◆ DESCRIPTION OF THE TASK ◆
Print word for word the first line of the records below and every following line through the one containing "Please list the"; print nothing else.

*** EXCERPTED DATA Section Begins ***

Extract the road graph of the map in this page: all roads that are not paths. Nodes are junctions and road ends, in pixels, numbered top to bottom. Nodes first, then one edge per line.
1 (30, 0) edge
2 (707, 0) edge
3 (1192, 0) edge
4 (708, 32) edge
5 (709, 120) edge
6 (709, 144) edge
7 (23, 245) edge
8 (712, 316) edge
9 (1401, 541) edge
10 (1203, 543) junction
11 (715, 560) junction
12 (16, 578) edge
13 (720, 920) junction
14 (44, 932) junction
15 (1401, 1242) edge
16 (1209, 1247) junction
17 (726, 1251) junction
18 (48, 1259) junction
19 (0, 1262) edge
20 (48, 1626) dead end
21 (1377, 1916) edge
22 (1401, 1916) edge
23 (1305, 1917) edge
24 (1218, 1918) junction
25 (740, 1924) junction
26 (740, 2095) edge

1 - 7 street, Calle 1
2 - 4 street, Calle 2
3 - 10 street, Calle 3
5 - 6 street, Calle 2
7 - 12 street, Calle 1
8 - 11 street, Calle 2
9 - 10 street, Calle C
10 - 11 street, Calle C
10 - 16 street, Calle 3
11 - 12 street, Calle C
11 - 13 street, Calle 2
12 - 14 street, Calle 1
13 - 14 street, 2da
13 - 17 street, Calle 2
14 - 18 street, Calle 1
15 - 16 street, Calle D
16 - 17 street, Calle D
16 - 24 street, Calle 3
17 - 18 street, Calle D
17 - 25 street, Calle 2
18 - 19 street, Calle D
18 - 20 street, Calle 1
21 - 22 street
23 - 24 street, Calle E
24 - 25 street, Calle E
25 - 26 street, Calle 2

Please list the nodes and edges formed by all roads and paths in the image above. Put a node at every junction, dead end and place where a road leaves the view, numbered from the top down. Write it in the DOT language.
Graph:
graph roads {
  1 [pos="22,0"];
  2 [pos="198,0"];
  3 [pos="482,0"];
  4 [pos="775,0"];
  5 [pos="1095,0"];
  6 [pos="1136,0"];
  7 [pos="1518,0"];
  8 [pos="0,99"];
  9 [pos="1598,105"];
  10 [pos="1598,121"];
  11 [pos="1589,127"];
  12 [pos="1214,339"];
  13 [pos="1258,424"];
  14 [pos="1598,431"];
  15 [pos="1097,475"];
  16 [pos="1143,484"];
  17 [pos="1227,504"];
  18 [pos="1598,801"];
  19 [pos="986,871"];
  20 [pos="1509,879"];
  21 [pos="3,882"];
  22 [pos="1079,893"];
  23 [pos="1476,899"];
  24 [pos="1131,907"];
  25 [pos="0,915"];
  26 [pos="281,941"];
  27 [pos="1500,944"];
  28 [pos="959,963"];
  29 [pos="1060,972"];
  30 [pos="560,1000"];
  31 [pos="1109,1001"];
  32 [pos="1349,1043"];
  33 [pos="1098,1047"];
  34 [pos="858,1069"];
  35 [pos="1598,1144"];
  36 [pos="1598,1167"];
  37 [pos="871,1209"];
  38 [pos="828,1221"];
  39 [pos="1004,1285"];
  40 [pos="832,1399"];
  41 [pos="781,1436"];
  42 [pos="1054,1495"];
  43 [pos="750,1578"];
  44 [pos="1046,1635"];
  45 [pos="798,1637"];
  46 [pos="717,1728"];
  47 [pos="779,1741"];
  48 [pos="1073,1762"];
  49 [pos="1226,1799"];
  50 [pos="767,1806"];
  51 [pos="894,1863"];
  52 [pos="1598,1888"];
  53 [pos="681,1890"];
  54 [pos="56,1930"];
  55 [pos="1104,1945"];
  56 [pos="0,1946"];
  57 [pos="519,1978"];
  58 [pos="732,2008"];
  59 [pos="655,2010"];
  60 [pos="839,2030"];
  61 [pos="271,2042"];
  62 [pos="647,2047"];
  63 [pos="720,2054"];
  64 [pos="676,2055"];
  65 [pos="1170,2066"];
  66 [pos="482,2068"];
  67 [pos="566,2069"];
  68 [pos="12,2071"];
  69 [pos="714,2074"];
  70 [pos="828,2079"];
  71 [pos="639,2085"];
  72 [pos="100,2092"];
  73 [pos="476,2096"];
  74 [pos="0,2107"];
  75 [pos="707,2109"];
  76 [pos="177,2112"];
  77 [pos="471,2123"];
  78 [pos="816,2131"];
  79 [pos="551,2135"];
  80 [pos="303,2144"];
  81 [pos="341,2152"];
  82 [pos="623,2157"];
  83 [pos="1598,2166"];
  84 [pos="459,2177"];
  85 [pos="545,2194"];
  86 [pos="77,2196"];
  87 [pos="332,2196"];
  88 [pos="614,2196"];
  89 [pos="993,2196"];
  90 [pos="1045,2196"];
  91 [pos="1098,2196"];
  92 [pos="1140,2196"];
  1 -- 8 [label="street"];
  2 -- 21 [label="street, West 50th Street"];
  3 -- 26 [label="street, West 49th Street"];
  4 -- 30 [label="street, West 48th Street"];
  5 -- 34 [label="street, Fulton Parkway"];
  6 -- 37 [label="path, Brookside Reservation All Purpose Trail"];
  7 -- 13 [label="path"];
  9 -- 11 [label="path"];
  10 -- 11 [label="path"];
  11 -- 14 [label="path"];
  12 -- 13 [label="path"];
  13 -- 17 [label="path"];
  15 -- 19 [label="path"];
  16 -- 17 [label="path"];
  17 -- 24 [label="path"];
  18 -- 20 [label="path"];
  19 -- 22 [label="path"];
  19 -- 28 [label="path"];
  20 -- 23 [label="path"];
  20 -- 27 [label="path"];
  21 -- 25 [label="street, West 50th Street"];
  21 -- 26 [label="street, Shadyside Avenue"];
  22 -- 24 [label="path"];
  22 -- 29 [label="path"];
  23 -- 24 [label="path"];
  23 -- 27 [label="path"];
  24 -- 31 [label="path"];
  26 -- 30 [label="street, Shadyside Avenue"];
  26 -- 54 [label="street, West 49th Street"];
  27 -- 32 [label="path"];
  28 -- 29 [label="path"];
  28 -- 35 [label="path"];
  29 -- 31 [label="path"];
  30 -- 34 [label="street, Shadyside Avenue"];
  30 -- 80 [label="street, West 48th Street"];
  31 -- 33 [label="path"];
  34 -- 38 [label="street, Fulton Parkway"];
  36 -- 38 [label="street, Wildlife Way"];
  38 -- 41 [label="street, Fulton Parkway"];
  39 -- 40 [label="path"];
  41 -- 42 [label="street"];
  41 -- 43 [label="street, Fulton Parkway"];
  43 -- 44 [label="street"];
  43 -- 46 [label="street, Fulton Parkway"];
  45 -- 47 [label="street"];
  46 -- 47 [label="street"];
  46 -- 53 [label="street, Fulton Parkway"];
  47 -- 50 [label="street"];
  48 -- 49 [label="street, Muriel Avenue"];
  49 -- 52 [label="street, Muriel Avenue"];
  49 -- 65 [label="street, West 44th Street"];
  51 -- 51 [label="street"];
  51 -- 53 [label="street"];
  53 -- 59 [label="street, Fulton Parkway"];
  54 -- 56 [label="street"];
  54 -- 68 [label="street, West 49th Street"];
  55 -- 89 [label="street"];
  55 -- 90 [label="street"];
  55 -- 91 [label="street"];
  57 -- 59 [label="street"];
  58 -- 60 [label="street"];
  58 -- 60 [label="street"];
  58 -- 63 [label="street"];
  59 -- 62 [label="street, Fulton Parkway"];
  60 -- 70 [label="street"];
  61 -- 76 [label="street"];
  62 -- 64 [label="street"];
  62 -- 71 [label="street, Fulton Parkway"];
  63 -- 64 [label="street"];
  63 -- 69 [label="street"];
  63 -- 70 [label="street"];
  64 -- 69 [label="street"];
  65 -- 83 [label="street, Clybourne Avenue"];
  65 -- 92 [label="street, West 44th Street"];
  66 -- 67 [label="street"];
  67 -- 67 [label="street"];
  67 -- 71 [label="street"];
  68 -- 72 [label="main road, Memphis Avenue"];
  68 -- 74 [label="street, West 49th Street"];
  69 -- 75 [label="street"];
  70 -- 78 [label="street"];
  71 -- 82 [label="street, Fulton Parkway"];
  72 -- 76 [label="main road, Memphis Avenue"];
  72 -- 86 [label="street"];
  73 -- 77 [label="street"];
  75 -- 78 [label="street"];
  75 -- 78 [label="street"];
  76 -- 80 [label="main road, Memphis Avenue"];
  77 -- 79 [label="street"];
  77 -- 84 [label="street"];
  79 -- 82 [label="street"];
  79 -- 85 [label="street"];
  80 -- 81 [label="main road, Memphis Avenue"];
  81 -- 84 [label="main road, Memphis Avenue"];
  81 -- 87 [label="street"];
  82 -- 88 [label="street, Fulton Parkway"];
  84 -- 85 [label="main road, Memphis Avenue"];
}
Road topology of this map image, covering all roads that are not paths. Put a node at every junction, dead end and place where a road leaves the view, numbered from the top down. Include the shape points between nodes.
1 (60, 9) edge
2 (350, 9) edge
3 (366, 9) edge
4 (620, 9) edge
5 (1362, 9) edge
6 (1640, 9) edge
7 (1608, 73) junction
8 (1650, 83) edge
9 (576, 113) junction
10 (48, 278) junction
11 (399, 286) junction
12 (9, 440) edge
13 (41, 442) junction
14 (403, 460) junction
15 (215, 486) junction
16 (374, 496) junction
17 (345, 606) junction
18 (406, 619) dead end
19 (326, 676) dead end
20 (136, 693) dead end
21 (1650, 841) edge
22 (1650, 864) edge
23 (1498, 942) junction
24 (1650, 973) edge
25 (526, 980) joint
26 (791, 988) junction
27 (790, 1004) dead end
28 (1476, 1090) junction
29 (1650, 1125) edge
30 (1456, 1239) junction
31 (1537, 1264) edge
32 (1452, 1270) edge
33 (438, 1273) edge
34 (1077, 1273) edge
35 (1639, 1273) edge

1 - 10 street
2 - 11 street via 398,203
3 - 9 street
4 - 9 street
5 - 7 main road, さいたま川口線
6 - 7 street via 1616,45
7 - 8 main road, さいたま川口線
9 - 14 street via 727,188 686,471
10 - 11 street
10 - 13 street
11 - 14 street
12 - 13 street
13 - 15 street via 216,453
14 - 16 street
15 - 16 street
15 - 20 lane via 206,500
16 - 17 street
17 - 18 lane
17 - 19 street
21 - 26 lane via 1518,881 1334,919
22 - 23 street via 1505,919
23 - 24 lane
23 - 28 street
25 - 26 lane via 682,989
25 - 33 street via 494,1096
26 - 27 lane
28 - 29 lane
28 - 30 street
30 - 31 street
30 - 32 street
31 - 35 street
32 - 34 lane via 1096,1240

*** EXCERPTED DATA Section Ends ***

◆ EXERCISE SOLUTION ◆
Extract the road graph of the map in this page: all roads that are not paths. Nodes are junctions and road ends, in pixels, numbered top to bottom. Nodes first, then one edge per line.
1 (30, 0) edge
2 (707, 0) edge
3 (1192, 0) edge
4 (708, 32) edge
5 (709, 120) edge
6 (709, 144) edge
7 (23, 245) edge
8 (712, 316) edge
9 (1401, 541) edge
10 (1203, 543) junction
11 (715, 560) junction
12 (16, 578) edge
13 (720, 920) junction
14 (44, 932) junction
15 (1401, 1242) edge
16 (1209, 1247) junction
17 (726, 1251) junction
18 (48, 1259) junction
19 (0, 1262) edge
20 (48, 1626) dead end
21 (1377, 1916) edge
22 (1401, 1916) edge
23 (1305, 1917) edge
24 (1218, 1918) junction
25 (740, 1924) junction
26 (740, 2095) edge

1 - 7 street, Calle 1
2 - 4 street, Calle 2
3 - 10 street, Calle 3
5 - 6 street, Calle 2
7 - 12 street, Calle 1
8 - 11 street, Calle 2
9 - 10 street, Calle C
10 - 11 street, Calle C
10 - 16 street, Calle 3
11 - 12 street, Calle C
11 - 13 street, Calle 2
12 - 14 street, Calle 1
13 - 14 street, 2da
13 - 17 street, Calle 2
14 - 18 street, Calle 1
15 - 16 street, Calle D
16 - 17 street, Calle D
16 - 24 street, Calle 3
17 - 18 street, Calle D
17 - 25 street, Calle 2
18 - 19 street, Calle D
18 - 20 street, Calle 1
21 - 22 street
23 - 24 street, Calle E
24 - 25 street, Calle E
25 - 26 street, Calle 2

Please list the nodes and edges formed by all roads and paths in the image above. Put a node at every junction, dead end and place where a road leaves the view, numbered from the top down. Write it in the DOT language.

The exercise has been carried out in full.